IRRITABILITY, in Anatomy and Medicine, a term first invented by Glisson, and adopted by Dr Haller to denote an essential property of all animal bodies; and which, he says, exists independently of and in contradistinction to sensibility. This ingenious author calls that part of the human body irritable, which becomes shorter upon being touched; very irritable, if it contracts upon a slight touch; and the contrary, if by a violent touch it contracts but little. He calls that a sensible part of the human body, which upon being touched transmits the impression of it to the soul: and in brutes, he calls those parts sensible, the irritation of which occasions evident signs of pain and disquiet in the animal. On the contrary, he calls that insensible, which being burnt, tore, pricked, or cut till it is quite destroyed, occasions no sign of pain nor convulsion, nor any sort of change in the situation of the body. From the result of many cruel experiments he concludes, that the epidermis is insensible; that the skin is sensible in a greater degree than any other part of the body; that the fat and cellular membrane are insensible; and the

muscular flesh sensible, the sensibility of which he ascribes rather to the nerves than to the flesh itself.
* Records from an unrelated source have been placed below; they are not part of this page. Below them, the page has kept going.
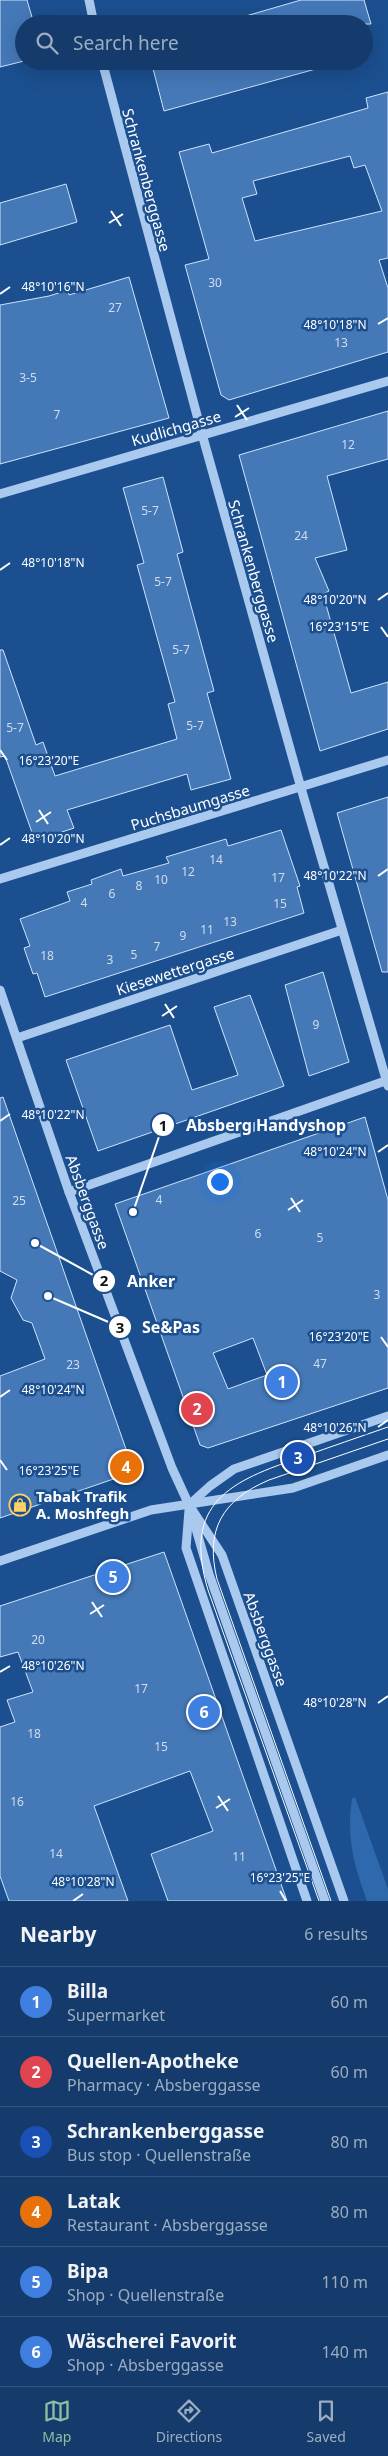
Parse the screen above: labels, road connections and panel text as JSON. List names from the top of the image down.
{
  "streets": {
    "street": [
      "Schrankenberggasse",
      "Kudlichgasse",
      "Puchsbaumgasse",
      "Kiesewettergasse",
      "Absberggasse"
    ]
  },
  "crossings": [
    ["Schrankenberggasse", "Kudlichgasse"],
    ["Schrankenberggasse", "Puchsbaumgasse"],
    ["Schrankenberggasse", "Kiesewettergasse"],
    ["Kiesewettergasse", "Absberggasse"]
  ],
  "places": {
    "other": ["Absberg Handyshop", "Anker", "Se&Pas"],
    "shop": ["Tabak Trafik A. Moshfegh"]
  },
  "house_numbers": [
    "30",
    "27",
    "13",
    "3-5",
    "7",
    "12",
    "5-7",
    "24",
    "5-7",
    "5-7",
    "5-7",
    "5-7",
    "14",
    "12",
    "17",
    "10",
    "8",
    "6",
    "4",
    "15",
    "13",
    "11",
    "9",
    "7",
    "5",
    "18",
    "3",
    "9",
    "4",
    "25",
    "6",
    "5",
    "3",
    "47",
    "23",
    "20",
    "17",
    "18",
    "15",
    "16",
    "14",
    "11"
  ],
  "page": {
    "search": "Search here",
    "pins": [
      "1",
      "2",
      "3",
      "4",
      "5",
      "6"
    ],
    "heading": ["Nearby", "6 results"],
    "list": [
      {
        "mark": "1",
        "name": "Billa",
        "note": "Supermarket",
        "value": "60 m"
      },
      {
        "mark": "2",
        "name": "Quellen-Apotheke",
        "note": "Pharmacy · Absberggasse",
        "value": "60 m"
      },
      {
        "mark": "3",
        "name": "Schrankenberggasse",
        "note": "Bus stop · Quellenstraße",
        "value": "80 m"
      },
      {
        "mark": "4",
        "name": "Latak",
        "note": "Restaurant · Absberggasse",
        "value": "80 m"
      },
      {
        "mark": "5",
        "name": "Bipa",
        "note": "Shop · Quellenstraße",
        "value": "110 m"
      },
      {
        "mark": "6",
        "name": "Wäscherei Favorit",
        "note": "Shop · Absberggasse",
        "value": "140 m"
      }
    ],
    "nav": ["Map", "Directions", "Saved"]
  },
  "coordinates": [
    "48°10'16\"N",
    "48°10'18\"N",
    "48°10'20\"N",
    "16°23'15\"E",
    "16°23'20\"E",
    "48°10'22\"N",
    "48°10'24\"N",
    "48°10'26\"N",
    "16°23'25\"E",
    "48°10'28\"N"
  ]
}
The tendons, he says, having no nerves distributed to them, are insensible. The ligaments and capsule of the articulations are also concluded to be insensible; whence Dr Haller infers, that the sharp pains of the gout are not seated in the capsule of the joint, but in the skin, and in the nerves which creep upon its external surface. The bones are all insensible, says Dr Haller, except the teeth; and likewise the marrow. Under his experiments the periosteum and pericranium, the dura and pia mater, appeared insensible; and he infers, that the sensibility of the nerves is owing to the medulla, and not to the membranes. The arteries and veins are held susceptible of little or no sensation, except the carotid, the lingual, temporal, pharyngeal, labial, thyroidal, and the aorta near the heart; the sensibility of which is ascribed to the nerves that accompany them. Sensibility is allowed to the internal membranes of the stomach, intestines, bladder, ureters, vagina, and womb, on account of their being of the same nature with the skin: the heart is also admitted to be sensible: but the lungs, liver, spleen, and kidneys, are possessed of a very imperfect, if any, sensation. The glands, having few nerves, are endowed with only an obtuse sensation. Some sensibility is allowed to the tunica choroidis and the iris, though in a less degree than the retina; but none to the cornea. Dr Haller concludes, in general, that the nerves alone are sensible of themselves; and that, in proportion to the number of nerves apparently distributed to particular parts, such parts possess a greater or less degree of sensibility.